There are reasons the working group should expand it. The ANSSI plenary readout names the four priorities of 2026 in sequence, and three of the four (post-quantum migration, telecommunications resilience, SME protection) are scoped at the deployment layer rather than the artifact layer. The AI priority is the outlier. It is the only one of the four that has so far been answered with an artifact specification rather than a deployment specification.
That asymmetry is informative. The G7 has agreed on what the artifact must contain. It has not yet agreed on what the deployment substrate must instrument.
The 2027 Transition
The United States assumes the G7 presidency in 2027. The continuity question that follows is whether the SBOM-for-AI working track survives the transition with its scope intact or with its scope expanded. The pattern in past transitions has been that working tracks survive but their language drifts toward the priorities of the incoming presidency. The next presidency's priorities, on current public signals, will weight the deployment-substrate question more heavily than the artifact-manifest question.

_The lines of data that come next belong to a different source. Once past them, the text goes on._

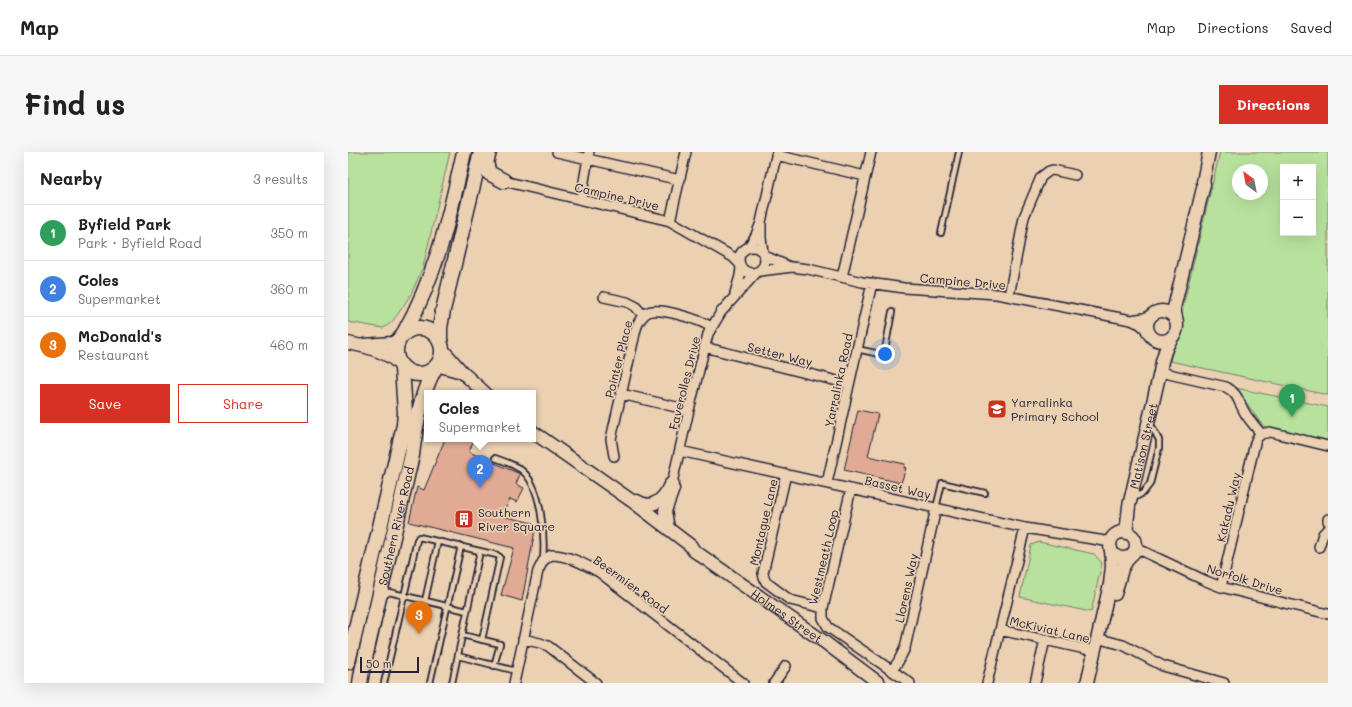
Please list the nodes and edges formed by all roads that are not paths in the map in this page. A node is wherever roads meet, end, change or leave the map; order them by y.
1 (464, 152) edge
2 (481, 152) edge
3 (488, 152) edge
4 (557, 152) edge
5 (686, 152) edge
6 (871, 152) edge
7 (959, 152) edge
8 (1209, 152) edge
9 (1216, 152) edge
10 (776, 154) edge
11 (588, 156) edge
12 (1076, 175) dead end
13 (865, 176) junction
14 (680, 180) junction
15 (504, 181) joint
16 (1204, 184) junction
17 (581, 200) junction
18 (670, 221) junction
19 (761, 222) junction
20 (941, 233) dead end
21 (746, 248) junction
22 (718, 249) junction
23 (764, 254) junction
24 (740, 266) junction
25 (792, 267) junction
26 (758, 272) junction
27 (842, 277) junction
28 (872, 283) junction
29 (1178, 289) junction
30 (1009, 296) junction
31 (604, 297) dead end
32 (734, 297) junction
33 (892, 312) dead end
34 (1156, 313) junction
35 (643, 315) junction
36 (1132, 320) junction
37 (1177, 322) junction
38 (711, 327) junction
39 (1151, 335) junction
40 (401, 336) junction
41 (1173, 336) junction
42 (348, 343) edge
43 (363, 346) junction
44 (441, 346) junction
45 (704, 347) junction
46 (857, 349) junction
47 (400, 365) junction
48 (1161, 366) junction
49 (435, 368) junction
50 (462, 372) junction
51 (849, 384) junction
52 (425, 390) edge
53 (482, 390) edge
54 (621, 394) junction
55 (424, 395) edge
56 (689, 410) junction
57 (536, 434) edge
58 (1261, 434) junction
59 (1328, 446) edge
60 (559, 450) junction
61 (680, 451) junction
62 (614, 456) dead end
63 (495, 458) dead end
64 (584, 467) junction
65 (786, 474) junction
66 (672, 482) junction
67 (827, 483) junction
68 (851, 489) junction
69 (985, 492) dead end
70 (936, 508) junction
71 (668, 528) junction
72 (1025, 528) junction
73 (1328, 529) edge
74 (1126, 533) junction
75 (438, 541) junction
76 (461, 546) junction
77 (1111, 546) junction
78 (1319, 547) dead end
79 (693, 550) junction
80 (480, 551) junction
81 (1132, 552) junction
82 (543, 561) junction
83 (387, 564) junction
84 (389, 587) junction
85 (1221, 587) junction
86 (405, 596) junction
87 (425, 601) junction
88 (378, 604) junction
89 (447, 606) junction
90 (823, 608) junction
91 (467, 612) junction
92 (1328, 614) edge
93 (1000, 630) junction
94 (462, 635) junction
95 (523, 639) junction
96 (482, 640) junction
97 (1045, 640) junction
98 (1104, 640) junction
99 (1094, 652) junction
100 (458, 656) junction
101 (348, 662) edge
102 (494, 666) junction
103 (786, 666) dead end
104 (892, 670) junction
105 (516, 671) junction
106 (584, 680) edge
107 (360, 683) edge
108 (384, 683) edge
109 (430, 683) edge
110 (452, 683) edge
111 (514, 683) edge
112 (596, 683) edge
113 (743, 683) edge
114 (774, 683) edge
115 (879, 683) edge
116 (910, 683) edge
117 (987, 683) edge
118 (1035, 683) edge
119 (1087, 683) edge
120 (1095, 683) edge
121 (1224, 683) edge

1 - 40 main road
2 - 44 main road
3 - 15 main road
4 - 11 street
5 - 14 street
6 - 13 street
7 - 20 lane
8 - 16 main road
9 - 16 main road
10 - 13 street
10 - 19 street
11 - 14 street
11 - 17 street
12 - 30 street
13 - 27 street
14 - 18 street
15 - 17 street, Campine Drive
16 - 29 main road
17 - 18 street, Campine Drive
18 - 22 street, Campine Drive
19 - 21 street
19 - 23 street
21 - 22 street, Campine Drive
21 - 23 street
21 - 24 street
22 - 24 street, Campine Drive
23 - 25 street, Campine Drive
23 - 26 street
24 - 26 street
24 - 32 street, Faverolles Drive
25 - 26 street, Campine Drive
25 - 27 street, Campine Drive
26 - 32 street, Faverolles Drive
27 - 28 street, Campine Drive
28 - 30 street, Campine Drive
28 - 46 street, Yarralinka Road
29 - 34 main road
29 - 37 main road
30 - 36 street, Campine Drive
31 - 35 street
32 - 38 street, Faverolles Drive
33 - 46 lane
34 - 36 street, Campine Drive
34 - 37 main road
34 - 39 main road
35 - 38 street, Pointer Place
35 - 54 street, Pointer Place
36 - 39 street, Campine Drive
37 - 41 main road
38 - 45 street, Faverolles Drive
39 - 41 main road
39 - 48 main road
40 - 43 main road
40 - 44 main road
40 - 47 main road
41 - 48 main road, Matison Street
42 - 43 main road
43 - 47 main road
44 - 49 main road
44 - 50 main road
45 - 51 street, Setter Way
45 - 56 street, Faverolles Drive
46 - 51 street, Yarralinka Road
47 - 49 main road
47 - 101 main road, Southern River Road
48 - 58 street
48 - 74 main road, Matison Street
49 - 50 main road
49 - 52 main road, Southern River Road
50 - 53 main road
51 - 67 street, Yarralinka Road
54 - 56 street
54 - 62 street, Pointer Place
55 - 83 main road, Southern River Road
56 - 61 street, Faverolles Drive
57 - 60 main road, Holmes Street
58 - 59 street
58 - 85 street, Kakadu Way
60 - 64 main road, Holmes Street
60 - 79 main road, Holmes Street
61 - 65 street, Basset Way
61 - 66 street, Faverolles Drive
63 - 82 lane
64 - 66 main road
64 - 71 main road, Holmes Street
65 - 67 street, Basset Way
65 - 90 street, Montague Lane
66 - 71 main road
67 - 68 street, Basset Way
68 - 70 street, Basset Way
68 - 90 street, Westmeath Loop
69 - 70 lane
70 - 72 street, Basset Way
70 - 104 street, Llorens Way
71 - 79 main road, Holmes Street
72 - 77 street, Basset Way
72 - 93 street
73 - 78 street
74 - 77 main road
74 - 81 main road
75 - 76 lane
75 - 86 lane
75 - 87 lane
76 - 80 lane
76 - 89 lane
77 - 81 main road
77 - 99 main road
79 - 115 main road, Holmes Street
80 - 91 lane
80 - 96 lane
81 - 85 street, Norfolk Drive
81 - 98 main road
82 - 95 street
82 - 113 street, Beermier Road
83 - 84 lane
83 - 88 main road, Southern River Road
84 - 86 lane
84 - 88 lane
85 - 92 street, Norfolk Drive
86 - 87 lane
86 - 108 lane
87 - 89 lane
88 - 107 main road, Southern River Road
89 - 91 lane
89 - 109 lane
90 - 104 street, Westmeath Loop
91 - 94 lane
93 - 97 street, McKiviat Lane
93 - 117 street
94 - 96 lane
94 - 100 lane
95 - 105 street
95 - 106 street
96 - 102 lane
97 - 99 street, McKiviat Lane
97 - 118 street
98 - 120 main road
98 - 121 street
99 - 119 main road
100 - 102 lane
100 - 110 lane
102 - 105 lane
103 - 114 street
104 - 116 street, Westmeath Loop
105 - 111 street
106 - 112 street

If that drift occurs in the direction the institutional record currently points, the SBOM-for-AI specification may evolve into a deployment specification. If the drift does not occur, the specification will remain an artifact specification, and the function it was supposed to carry will need a different vehicle.
What remains on the table: - Whether the SBOM-for-AI minimum elements specification scopes the runtime workspace and audit log, or remains bounded to training-time artifact provenance. - Whether the ACN and BSI working tracks produce a specification consumers can verify, or one only platform providers can satisfy. - Whether the United States presidency in 2027 extends the SBOM-for-AI scope to deployment substrate or leaves it at artifact. - Whether the asymmetry between the artifact-anchored AI priority and the deployment-anchored telecommunications and SME priorities is corrected before 2027.
The policy instruments and the deployment tempo are not aligned.